ARTIFACT_PAYLOAD_FILE_DIGEST_ALGORITHM
File digest algorithm used to verify payload bytes before loading.
LEGACY_ARTIFACT_PAYLOAD_CHECKSUM_ALGORITHM
Legacy canonical checksum algorithm accepted for older UniDic artifacts.

Functions§

artifact_file_digest_path
Computes the SHA-256 file digest string for a UniDic artifact payload file.
artifact_file_digest_reader
Computes the SHA-256 file digest string from a reader.
compare_with_overrides
Compares two strings using direct kana/romaji handling plus overrides.
compare_with_unidic_index
Compares two strings using direct handling and a UniDic reading index.
is_kana
Returns whether ch is hiragana, katakana, or the long-vowel mark.
normalize_kana
Normalizes katakana in input to hiragana.
normalize_kana_char
Normalizes one katakana character to hiragana when possible.

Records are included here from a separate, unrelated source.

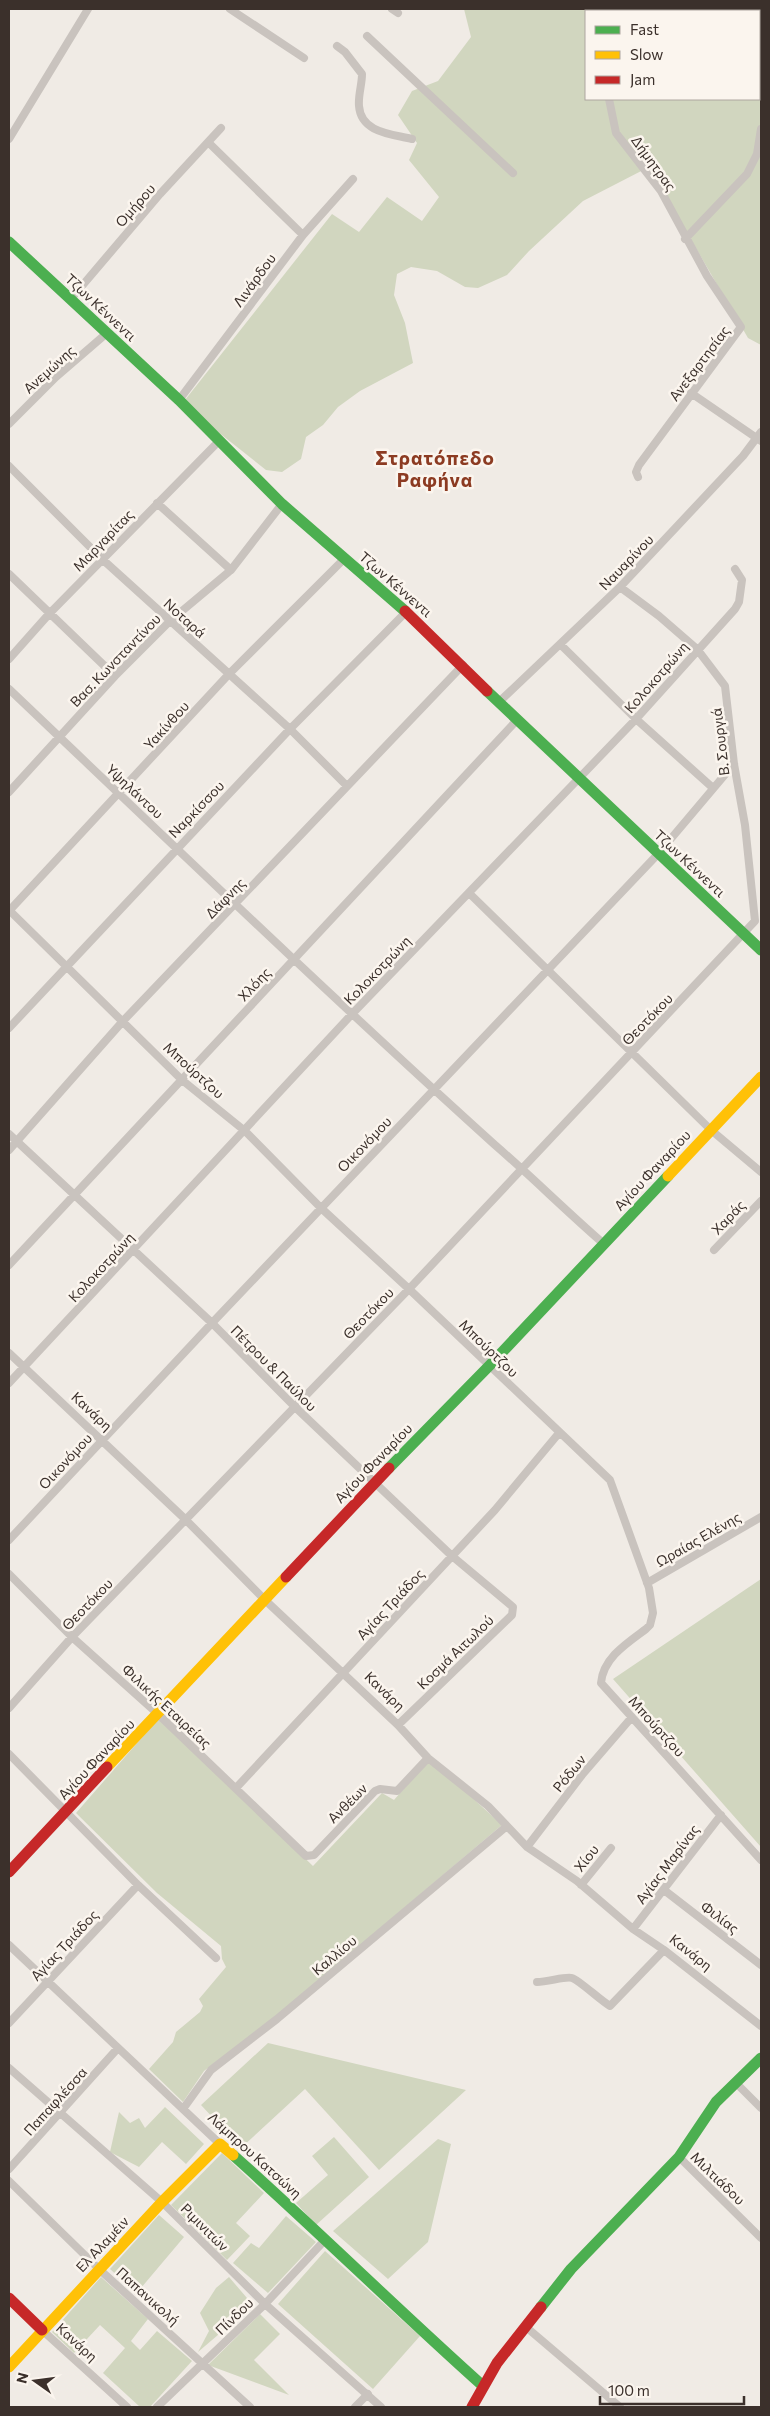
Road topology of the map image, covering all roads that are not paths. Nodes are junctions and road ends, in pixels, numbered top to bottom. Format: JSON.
{"nodes":[{"id":1,"x":88,"y":9,"type":"edge"},
{"id":2,"x":230,"y":9,"type":"edge"},
{"id":3,"x":367,"y":36,"type":"dead end"},
{"id":4,"x":337,"y":46,"type":"dead end"},
{"id":5,"x":304,"y":58,"type":"dead end"},
{"id":6,"x":609,"y":100,"type":"edge"},
{"id":7,"x":221,"y":128,"type":"dead end"},
{"id":8,"x":761,"y":129,"type":"edge"},
{"id":9,"x":9,"y":139,"type":"edge"},
{"id":10,"x":412,"y":139,"type":"dead end"},
{"id":11,"x":209,"y":143,"type":"junction"},
{"id":12,"x":513,"y":173,"type":"dead end"},
{"id":13,"x":353,"y":179,"type":"dead end"},
{"id":14,"x":303,"y":235,"type":"junction"},
{"id":15,"x":685,"y":239,"type":"junction"},
{"id":16,"x":9,"y":242,"type":"edge"},
{"id":17,"x":70,"y":300,"type":"junction"},
{"id":18,"x":107,"y":333,"type":"junction"},
{"id":19,"x":691,"y":393,"type":"junction"},
{"id":20,"x":179,"y":400,"type":"junction"},
{"id":21,"x":9,"y":424,"type":"edge"},
{"id":22,"x":760,"y":437,"type":"edge"},
{"id":23,"x":218,"y":442,"type":"junction"},
{"id":24,"x":9,"y":466,"type":"edge"},
{"id":25,"x":638,"y":476,"type":"dead end"},
{"id":26,"x":157,"y":503,"type":"junction"},
{"id":27,"x":282,"y":504,"type":"junction"},
{"id":28,"x":102,"y":559,"type":"junction"},
{"id":29,"x":344,"y":559,"type":"junction"},
{"id":30,"x":734,"y":569,"type":"dead end"},
{"id":31,"x":231,"y":570,"type":"junction"},
{"id":32,"x":9,"y":574,"type":"edge"},
{"id":33,"x":620,"y":587,"type":"junction"},
{"id":34,"x":406,"y":612,"type":"junction"},
{"id":35,"x":49,"y":614,"type":"junction"},
{"id":36,"x":170,"y":621,"type":"junction"},
{"id":37,"x":561,"y":645,"type":"junction"},
{"id":38,"x":697,"y":649,"type":"junction"},
{"id":39,"x":9,"y":659,"type":"edge"},
{"id":40,"x":462,"y":665,"type":"junction"},
{"id":41,"x":229,"y":674,"type":"junction"},
{"id":42,"x":115,"y":676,"type":"junction"},
{"id":43,"x":9,"y":689,"type":"edge"},
{"id":44,"x":500,"y":702,"type":"junction"},
{"id":45,"x":636,"y":718,"type":"junction"},
{"id":46,"x":517,"y":720,"type":"junction"},
{"id":47,"x":290,"y":728,"type":"junction"},
{"id":48,"x":59,"y":737,"type":"junction"},
{"id":49,"x":734,"y":764,"type":"junction"},
{"id":50,"x":577,"y":778,"type":"junction"},
{"id":51,"x":347,"y":786,"type":"junction"},
{"id":52,"x":712,"y":788,"type":"junction"},
{"id":53,"x":9,"y":792,"type":"edge"},
{"id":54,"x":120,"y":794,"type":"junction"},
{"id":55,"x":177,"y":848,"type":"junction"},
{"id":56,"x":658,"y":854,"type":"junction"},
{"id":57,"x":468,"y":893,"type":"junction"},
{"id":58,"x":237,"y":904,"type":"junction"},
{"id":59,"x":9,"y":910,"type":"edge"},
{"id":60,"x":744,"y":934,"type":"junction"},
{"id":61,"x":761,"y":950,"type":"edge"},
{"id":62,"x":294,"y":959,"type":"junction"},
{"id":63,"x":67,"y":965,"type":"junction"},
{"id":64,"x":547,"y":970,"type":"junction"},
{"id":65,"x":352,"y":1014,"type":"junction"},
{"id":66,"x":123,"y":1022,"type":"junction"},
{"id":67,"x":9,"y":1028,"type":"edge"},
{"id":68,"x":631,"y":1054,"type":"junction"},
{"id":69,"x":761,"y":1077,"type":"edge"},
{"id":70,"x":182,"y":1080,"type":"junction"},
{"id":71,"x":434,"y":1089,"type":"junction"},
{"id":72,"x":711,"y":1130,"type":"junction"},
{"id":73,"x":245,"y":1131,"type":"junction"},
{"id":74,"x":9,"y":1134,"type":"edge"},
{"id":75,"x":17,"y":1141,"type":"junction"},
{"id":76,"x":9,"y":1150,"type":"edge"},
{"id":77,"x":522,"y":1168,"type":"junction"},
{"id":78,"x":761,"y":1172,"type":"edge"},
{"id":79,"x":74,"y":1196,"type":"junction"},
{"id":80,"x":761,"y":1201,"type":"edge"},
{"id":81,"x":320,"y":1208,"type":"junction"},
{"id":82,"x":604,"y":1244,"type":"junction"},
{"id":83,"x":134,"y":1250,"type":"junction"},
{"id":84,"x":714,"y":1250,"type":"dead end"},
{"id":85,"x":9,"y":1265,"type":"edge"},
{"id":86,"x":409,"y":1289,"type":"junction"},
{"id":87,"x":212,"y":1323,"type":"junction"},
{"id":88,"x":9,"y":1353,"type":"edge"},
{"id":89,"x":490,"y":1365,"type":"junction"},
{"id":90,"x":24,"y":1368,"type":"junction"},
{"id":91,"x":9,"y":1383,"type":"edge"},
{"id":92,"x":294,"y":1406,"type":"junction"},
{"id":93,"x":559,"y":1433,"type":"junction"},
{"id":94,"x":101,"y":1440,"type":"junction"},
{"id":95,"x":375,"y":1482,"type":"junction"},
{"id":96,"x":761,"y":1517,"type":"edge"},
{"id":97,"x":186,"y":1519,"type":"junction"},
{"id":98,"x":9,"y":1540,"type":"edge"},
{"id":99,"x":452,"y":1556,"type":"junction"},
{"id":100,"x":9,"y":1574,"type":"edge"},
{"id":101,"x":647,"y":1582,"type":"junction"},
{"id":102,"x":266,"y":1600,"type":"junction"},
{"id":103,"x":508,"y":1619,"type":"joint"},
{"id":104,"x":72,"y":1637,"type":"junction"},
{"id":105,"x":343,"y":1672,"type":"junction"},
{"id":106,"x":9,"y":1708,"type":"edge"},
{"id":107,"x":158,"y":1714,"type":"junction"},
{"id":108,"x":632,"y":1717,"type":"junction"},
{"id":109,"x":398,"y":1725,"type":"junction"},
{"id":110,"x":9,"y":1754,"type":"edge"},
{"id":111,"x":428,"y":1758,"type":"junction"},
{"id":112,"x":236,"y":1788,"type":"junction"},
{"id":113,"x":68,"y":1811,"type":"junction"},
{"id":114,"x":721,"y":1815,"type":"junction"},
{"id":115,"x":507,"y":1826,"type":"junction"},
{"id":116,"x":527,"y":1847,"type":"junction"},
{"id":117,"x":611,"y":1848,"type":"dead end"},
{"id":118,"x":308,"y":1857,"type":"joint"},
{"id":119,"x":761,"y":1860,"type":"edge"},
{"id":120,"x":9,"y":1872,"type":"edge"},
{"id":121,"x":581,"y":1885,"type":"junction"},
{"id":122,"x":138,"y":1886,"type":"junction"},
{"id":123,"x":664,"y":1890,"type":"junction"},
{"id":124,"x":634,"y":1929,"type":"junction"},
{"id":125,"x":9,"y":1945,"type":"edge"},
{"id":126,"x":664,"y":1950,"type":"junction"},
{"id":127,"x":216,"y":1958,"type":"dead end"},
{"id":128,"x":761,"y":1965,"type":"edge"},
{"id":129,"x":47,"y":1981,"type":"junction"},
{"id":130,"x":537,"y":1982,"type":"dead end"},
{"id":131,"x":9,"y":2023,"type":"edge"},
{"id":132,"x":761,"y":2026,"type":"edge"},
{"id":133,"x":118,"y":2048,"type":"junction"},
{"id":134,"x":761,"y":2058,"type":"edge"},
{"id":135,"x":9,"y":2068,"type":"edge"},
{"id":136,"x":736,"y":2083,"type":"junction"},
{"id":137,"x":761,"y":2108,"type":"edge"},
{"id":138,"x":183,"y":2109,"type":"junction"},
{"id":139,"x":61,"y":2114,"type":"junction"},
{"id":140,"x":220,"y":2144,"type":"junction"},
{"id":141,"x":679,"y":2157,"type":"junction"},
{"id":142,"x":9,"y":2169,"type":"edge"},
{"id":143,"x":9,"y":2181,"type":"edge"},
{"id":144,"x":162,"y":2202,"type":"junction"},
{"id":145,"x":761,"y":2238,"type":"edge"},
{"id":146,"x":325,"y":2240,"type":"junction"},
{"id":147,"x":99,"y":2269,"type":"junction"},
{"id":148,"x":9,"y":2298,"type":"edge"},
{"id":149,"x":265,"y":2304,"type":"junction"},
{"id":150,"x":526,"y":2326,"type":"junction"},
{"id":151,"x":42,"y":2330,"type":"junction"},
{"id":152,"x":203,"y":2363,"type":"junction"},
{"id":153,"x":9,"y":2366,"type":"edge"},
{"id":154,"x":483,"y":2386,"type":"junction"},
{"id":155,"x":368,"y":2394,"type":"junction"},
{"id":156,"x":127,"y":2407,"type":"edge"},
{"id":157,"x":157,"y":2407,"type":"edge"},
{"id":158,"x":250,"y":2407,"type":"edge"},
{"id":159,"x":355,"y":2407,"type":"edge"},
{"id":160,"x":381,"y":2407,"type":"edge"},
{"id":161,"x":472,"y":2407,"type":"edge"},
{"id":162,"x":620,"y":2407,"type":"edge"}],
"edges":[{"from":1,"to":9,"type":"street"},
{"from":2,"to":5,"type":"street"},
{"from":3,"to":12,"type":"street"},
{"from":4,"to":10,"type":"street"},
{"from":6,"to":15,"type":"street","name":"Δήμητρας"},
{"from":7,"to":11,"type":"street","name":"Ομήρου"},
{"from":8,"to":15,"type":"street"},
{"from":11,"to":14,"type":"street"},
{"from":11,"to":17,"type":"street","name":"Ομήρου"},
{"from":13,"to":14,"type":"street","name":"Λινάρδου"},
{"from":14,"to":20,"type":"street","name":"Λινάρδου"},
{"from":15,"to":19,"type":"street","name":"Ανεξαρτησίας"},
{"from":16,"to":17,"type":"street","name":"Τζων Κέννεντι"},
{"from":17,"to":18,"type":"street","name":"Τζων Κέννεντι"},
{"from":18,"to":20,"type":"street","name":"Τζων Κέννεντι"},
{"from":18,"to":21,"type":"street","name":"Ανεμώνης"},
{"from":19,"to":22,"type":"street"},
{"from":19,"to":25,"type":"street","name":"Ανεξαρτησίας"},
{"from":20,"to":23,"type":"street","name":"Τζων Κέννεντι"},
{"from":22,"to":33,"type":"street","name":"Ναυαρίνου"},
{"from":23,"to":26,"type":"street","name":"Μαργαρίτας"},
{"from":23,"to":27,"type":"street","name":"Τζων Κέννεντι"},
{"from":24,"to":28,"type":"street","name":"Νοταρά"},
{"from":26,"to":28,"type":"street","name":"Μαργαρίτας"},
{"from":26,"to":31,"type":"street"},
{"from":27,"to":29,"type":"street","name":"Τζων Κέννεντι"},
{"from":27,"to":31,"type":"street","name":"Βασ. Κωνσταντίνου"},
{"from":28,"to":35,"type":"street","name":"Μαργαρίτας"},
{"from":28,"to":36,"type":"street","name":"Νοταρά"},
{"from":29,"to":34,"type":"street","name":"Τζων Κέννεντι"},
{"from":29,"to":41,"type":"street","name":"Υακίνθου"},
{"from":30,"to":38,"type":"street","name":"Κολοκοτρώνη"},
{"from":31,"to":36,"type":"street","name":"Βασ. Κωνσταντίνου"},
{"from":32,"to":35,"type":"street"},
{"from":33,"to":37,"type":"street","name":"Ναυαρίνου"},
{"from":33,"to":38,"type":"street","name":"Β. Σουργιά"},
{"from":34,"to":40,"type":"street","name":"Τζων Κέννεντι"},
{"from":34,"to":47,"type":"street","name":"Ναρκίσσου"},
{"from":35,"to":39,"type":"street","name":"Μαργαρίτας"},
{"from":35,"to":42,"type":"street"},
{"from":36,"to":41,"type":"street","name":"Νοταρά"},
{"from":36,"to":42,"type":"street","name":"Βασ. Κωνσταντίνου"},
{"from":37,"to":44,"type":"street","name":"Ναυαρίνου"},
{"from":37,"to":45,"type":"street"},
{"from":38,"to":45,"type":"street","name":"Κολοκοτρώνη"},
{"from":38,"to":49,"type":"street","name":"Β. Σουργιά"},
{"from":40,"to":44,"type":"street","name":"Τζων Κέννεντι"},
{"from":40,"to":51,"type":"street","name":"Δάφνης"},
{"from":41,"to":47,"type":"street","name":"Νοταρά"},
{"from":41,"to":54,"type":"street","name":"Υακίνθου"},
{"from":42,"to":48,"type":"street","name":"Βασ. Κωνσταντίνου"},
{"from":43,"to":48,"type":"street","name":"Υψηλάντου"},
{"from":44,"to":46,"type":"street","name":"Τζων Κέννεντι"},
{"from":45,"to":50,"type":"street","name":"Κολοκοτρώνη"},
{"from":45,"to":52,"type":"street"},
{"from":46,"to":50,"type":"street","name":"Τζων Κέννεντι"},
{"from":46,"to":62,"type":"street","name":"Χλόης"},
{"from":47,"to":51,"type":"street","name":"Νοταρά"},
{"from":47,"to":55,"type":"street","name":"Ναρκίσσου"},
{"from":48,"to":53,"type":"street","name":"Βασ. Κωνσταντίνου"},
{"from":48,"to":54,"type":"street","name":"Υψηλάντου"},
{"from":49,"to":52,"type":"street","name":"Οικονόμου"},
{"from":49,"to":60,"type":"street","name":"Β. Σουργιά"},
{"from":50,"to":56,"type":"street","name":"Τζων Κέννεντι"},
{"from":50,"to":57,"type":"street","name":"Κολοκοτρώνη"},
{"from":51,"to":58,"type":"street","name":"Δάφνης"},
{"from":52,"to":56,"type":"street","name":"Οικονόμου"},
{"from":54,"to":55,"type":"street","name":"Υψηλάντου"},
{"from":54,"to":59,"type":"street","name":"Υακίνθου"},
{"from":55,"to":58,"type":"street","name":"Υψηλάντου"},
{"from":55,"to":63,"type":"street","name":"Ναρκίσσου"},
{"from":56,"to":60,"type":"street","name":"Τζων Κέννεντι"},
{"from":56,"to":64,"type":"street","name":"Οικονόμου"},
{"from":57,"to":64,"type":"street"},
{"from":57,"to":65,"type":"street","name":"Κολοκοτρώνη"},
{"from":58,"to":62,"type":"street","name":"Υψηλάντου"},
{"from":58,"to":66,"type":"street","name":"Δάφνης"},
{"from":59,"to":63,"type":"street","name":"Μπούρτζου"},
{"from":60,"to":61,"type":"street","name":"Τζων Κέννεντι"},
{"from":60,"to":68,"type":"street","name":"Θεοτόκου"},
{"from":62,"to":65,"type":"street","name":"Υψηλάντου"},
{"from":62,"to":70,"type":"street","name":"Χλόης"},
{"from":63,"to":66,"type":"street","name":"Μπούρτζου"},
{"from":63,"to":67,"type":"street","name":"Ναρκίσσου"},
{"from":64,"to":68,"type":"street"},
{"from":64,"to":71,"type":"street","name":"Οικονόμου"},
{"from":65,"to":71,"type":"street","name":"Υψηλάντου"},
{"from":65,"to":73,"type":"street","name":"Κολοκοτρώνη"},
{"from":66,"to":70,"type":"street","name":"Μπούρτζου"},
{"from":66,"to":75,"type":"street","name":"Δάφνης"},
{"from":68,"to":72,"type":"street"},
{"from":68,"to":77,"type":"street","name":"Θεοτόκου"},
{"from":69,"to":72,"type":"street","name":"Αγίου Φαναρίου"},
{"from":70,"to":73,"type":"street","name":"Μπούρτζου"},
{"from":70,"to":79,"type":"street","name":"Χλόης"},
{"from":71,"to":77,"type":"street","name":"Υψηλάντου"},
{"from":71,"to":81,"type":"street","name":"Οικονόμου"},
{"from":72,"to":78,"type":"street"},
{"from":72,"to":82,"type":"street","name":"Αγίου Φαναρίου"},
{"from":73,"to":81,"type":"street","name":"Μπούρτζου"},
{"from":73,"to":83,"type":"street","name":"Κολοκοτρώνη"},
{"from":74,"to":75,"type":"street","name":"Πέτρου & Παύλου"},
{"from":75,"to":76,"type":"street","name":"Δάφνης"},
{"from":75,"to":79,"type":"street","name":"Πέτρου & Παύλου"},
{"from":77,"to":82,"type":"street","name":"Υψηλάντου"},
{"from":77,"to":86,"type":"street","name":"Θεοτόκου"},
{"from":79,"to":83,"type":"street","name":"Πέτρου & Παύλου"},
{"from":79,"to":85,"type":"street","name":"Χλόης"},
{"from":80,"to":84,"type":"street","name":"Χαράς"},
{"from":81,"to":86,"type":"street","name":"Μπούρτζου"},
{"from":81,"to":87,"type":"street","name":"Οικονόμου"},
{"from":82,"to":89,"type":"street","name":"Αγίου Φαναρίου"},
{"from":83,"to":87,"type":"street","name":"Πέτρου & Παύλου"},
{"from":83,"to":90,"type":"street","name":"Κολοκοτρώνη"},
{"from":86,"to":89,"type":"street","name":"Μπούρτζου"},
{"from":86,"to":92,"type":"street","name":"Θεοτόκου"},
{"from":87,"to":92,"type":"street","name":"Πέτρου & Παύλου"},
{"from":87,"to":94,"type":"street","name":"Οικονόμου"},
{"from":88,"to":90,"type":"street","name":"Κανάρη"},
{"from":89,"to":93,"type":"street","name":"Μπούρτζου"},
{"from":89,"to":95,"type":"street","name":"Αγίου Φαναρίου"},
{"from":90,"to":91,"type":"street","name":"Κολοκοτρώνη"},
{"from":90,"to":94,"type":"street","name":"Κανάρη"},
{"from":92,"to":95,"type":"street","name":"Πέτρου & Παύλου"},
{"from":92,"to":97,"type":"street","name":"Θεοτόκου"},
{"from":93,"to":99,"type":"street","name":"Αγίας Τριάδος"},
{"from":93,"to":101,"type":"street","name":"Μπούρτζου"},
{"from":94,"to":97,"type":"street","name":"Κανάρη"},
{"from":94,"to":98,"type":"street","name":"Οικονόμου"},
{"from":95,"to":99,"type":"street","name":"Πέτρου & Παύλου"},
{"from":95,"to":102,"type":"street","name":"Αγίου Φαναρίου"},
{"from":96,"to":101,"type":"street","name":"Ωραίας Ελένης"},
{"from":97,"to":102,"type":"street","name":"Κανάρη"},
{"from":97,"to":104,"type":"street","name":"Θεοτόκου"},
{"from":99,"to":103,"type":"street","name":"Πέτρου & Παύλου"},
{"from":99,"to":105,"type":"street","name":"Αγίας Τριάδος"},
{"from":100,"to":104,"type":"street","name":"Φιλικής Εταιρείας"},
{"from":101,"to":108,"type":"street","name":"Μπούρτζου"},
{"from":102,"to":105,"type":"street","name":"Κανάρη"},
{"from":102,"to":107,"type":"street","name":"Αγίου Φαναρίου"},
{"from":103,"to":109,"type":"street","name":"Κοσμά Αιτωλού"},
{"from":104,"to":106,"type":"street","name":"Θεοτόκου"},
{"from":104,"to":107,"type":"street","name":"Φιλικής Εταιρείας"},
{"from":105,"to":109,"type":"street","name":"Κανάρη"},
{"from":105,"to":112,"type":"street","name":"Αγίας Τριάδος"},
{"from":107,"to":112,"type":"street","name":"Φιλικής Εταιρείας"},
{"from":107,"to":113,"type":"street","name":"Αγίου Φαναρίου"},
{"from":108,"to":114,"type":"street","name":"Μπούρτζου"},
{"from":108,"to":116,"type":"street","name":"Ρόδων"},
{"from":109,"to":111,"type":"street","name":"Κανάρη"},
{"from":110,"to":113,"type":"street"},
{"from":111,"to":115,"type":"street","name":"Κανάρη"},
{"from":111,"to":118,"type":"street","name":"Ανθέων"},
{"from":112,"to":118,"type":"street","name":"Φιλικής Εταιρείας"},
{"from":113,"to":120,"type":"street","name":"Αγίου Φαναρίου"},
{"from":113,"to":122,"type":"street"},
{"from":114,"to":119,"type":"street","name":"Μπούρτζου"},
{"from":114,"to":123,"type":"street","name":"Αγίας Μαρίνας"},
{"from":115,"to":116,"type":"street","name":"Κανάρη"},
{"from":115,"to":138,"type":"street","name":"Καλλίου"},
{"from":116,"to":121,"type":"street","name":"Κανάρη"},
{"from":117,"to":121,"type":"street","name":"Χίου"},
{"from":121,"to":124,"type":"street","name":"Κανάρη"},
{"from":122,"to":127,"type":"street"},
{"from":122,"to":129,"type":"street","name":"Αγίας Τριάδος"},
{"from":123,"to":124,"type":"street","name":"Αγίας Μαρίνας"},
{"from":123,"to":128,"type":"street","name":"Φιλίας"},
{"from":124,"to":126,"type":"street","name":"Κανάρη"},
{"from":125,"to":129,"type":"street","name":"Λάμπρου Κατσώνη"},
{"from":126,"to":130,"type":"street"},
{"from":126,"to":132,"type":"street","name":"Κανάρη"},
{"from":129,"to":131,"type":"street","name":"Αγίας Τριάδος"},
{"from":129,"to":133,"type":"street","name":"Λάμπρου Κατσώνη"},
{"from":133,"to":138,"type":"street","name":"Λάμπρου Κατσώνη"},
{"from":133,"to":139,"type":"street","name":"Παπαφλέσσα"},
{"from":134,"to":136,"type":"street"},
{"from":135,"to":139,"type":"street","name":"Ριμινιτών"},
{"from":136,"to":137,"type":"street"},
{"from":136,"to":141,"type":"street"},
{"from":138,"to":140,"type":"street","name":"Λάμπρου Κατσώνη"},
{"from":139,"to":142,"type":"street","name":"Παπαφλέσσα"},
{"from":139,"to":144,"type":"street","name":"Ριμινιτών"},
{"from":140,"to":144,"type":"street","name":"Ελ Αλαμέιν"},
{"from":140,"to":146,"type":"street","name":"Λάμπρου Κατσώνη"},
{"from":141,"to":145,"type":"street","name":"Μιλτιάδου"},
{"from":141,"to":150,"type":"street"},
{"from":143,"to":147,"type":"street","name":"Παπανικολή"},
{"from":144,"to":147,"type":"street","name":"Ελ Αλαμέιν"},
{"from":144,"to":149,"type":"street","name":"Ριμινιτών"},
{"from":146,"to":149,"type":"street","name":"Πίνδου"},
{"from":146,"to":154,"type":"street","name":"Λάμπρου Κατσώνη"},
{"from":147,"to":151,"type":"street","name":"Ελ Αλαμέιν"},
{"from":147,"to":152,"type":"street","name":"Παπανικολή"},
{"from":148,"to":151,"type":"street","name":"Κανάρη"},
{"from":149,"to":152,"type":"street","name":"Πίνδου"},
{"from":149,"to":155,"type":"street","name":"Ριμινιτών"},
{"from":150,"to":154,"type":"street"},
{"from":150,"to":162,"type":"street"},
{"from":151,"to":153,"type":"street","name":"Ελ Αλαμέιν"},
{"from":151,"to":156,"type":"street","name":"Κανάρη"},
{"from":152,"to":157,"type":"street","name":"Πίνδου"},
{"from":152,"to":158,"type":"street","name":"Παπανικολή"},
{"from":154,"to":161,"type":"street"},
{"from":155,"to":159,"type":"street"},
{"from":155,"to":160,"type":"street","name":"Ριμινιτών"}]}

normalized_similarity_with_unidic_index
Computes the best normalized similarity across UniDic-backed readings.
romaji_lattice
Builds a compact romaji lattice from kana or ASCII romaji input.
romaji_lattice_from_reading_paths
Builds a compact romaji lattice from dictionary reading paths.
romaji_paths
Expands kana or ASCII romaji input into explicit romaji paths.
romaji_paths_from_reading_paths
Expands dictionary reading paths into explicit romaji strings.
unidic_or_direct_lattice
Builds a romaji lattice from direct input, dictionary readings, or both.
unidic_or_direct_romaji_paths
Returns romaji paths from direct input, dictionary readings, or both.